* TO DO *
Copy out each line featuring the string "street" from the entries beneath.
+---+
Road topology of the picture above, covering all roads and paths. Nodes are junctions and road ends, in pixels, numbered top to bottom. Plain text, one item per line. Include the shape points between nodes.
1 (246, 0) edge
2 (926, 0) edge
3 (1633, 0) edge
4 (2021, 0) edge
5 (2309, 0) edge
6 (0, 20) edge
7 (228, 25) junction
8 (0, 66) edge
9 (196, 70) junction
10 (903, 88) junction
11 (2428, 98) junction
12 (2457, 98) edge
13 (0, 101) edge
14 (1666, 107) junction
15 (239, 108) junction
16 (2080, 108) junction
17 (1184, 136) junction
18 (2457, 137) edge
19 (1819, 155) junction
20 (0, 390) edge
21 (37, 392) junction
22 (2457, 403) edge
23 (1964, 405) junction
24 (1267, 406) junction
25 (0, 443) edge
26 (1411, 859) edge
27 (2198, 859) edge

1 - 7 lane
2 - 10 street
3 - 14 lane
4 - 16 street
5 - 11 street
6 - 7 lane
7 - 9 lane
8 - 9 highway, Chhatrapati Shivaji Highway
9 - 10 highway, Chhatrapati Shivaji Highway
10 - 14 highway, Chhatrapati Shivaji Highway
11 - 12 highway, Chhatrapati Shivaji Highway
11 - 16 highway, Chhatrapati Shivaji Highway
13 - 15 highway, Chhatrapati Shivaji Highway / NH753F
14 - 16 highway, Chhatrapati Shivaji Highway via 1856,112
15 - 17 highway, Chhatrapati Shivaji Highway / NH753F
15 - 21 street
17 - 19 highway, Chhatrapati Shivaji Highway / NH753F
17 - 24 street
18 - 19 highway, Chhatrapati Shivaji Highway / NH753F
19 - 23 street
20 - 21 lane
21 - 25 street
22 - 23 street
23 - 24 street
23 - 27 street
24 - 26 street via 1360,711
+---+
* OUTPUT OF THE EXERCISE *
2 - 10 street
4 - 16 street
5 - 11 street
15 - 21 street
17 - 24 street
19 - 23 street
21 - 25 street
22 - 23 street
23 - 24 street
23 - 27 street
24 - 26 street via 1360,711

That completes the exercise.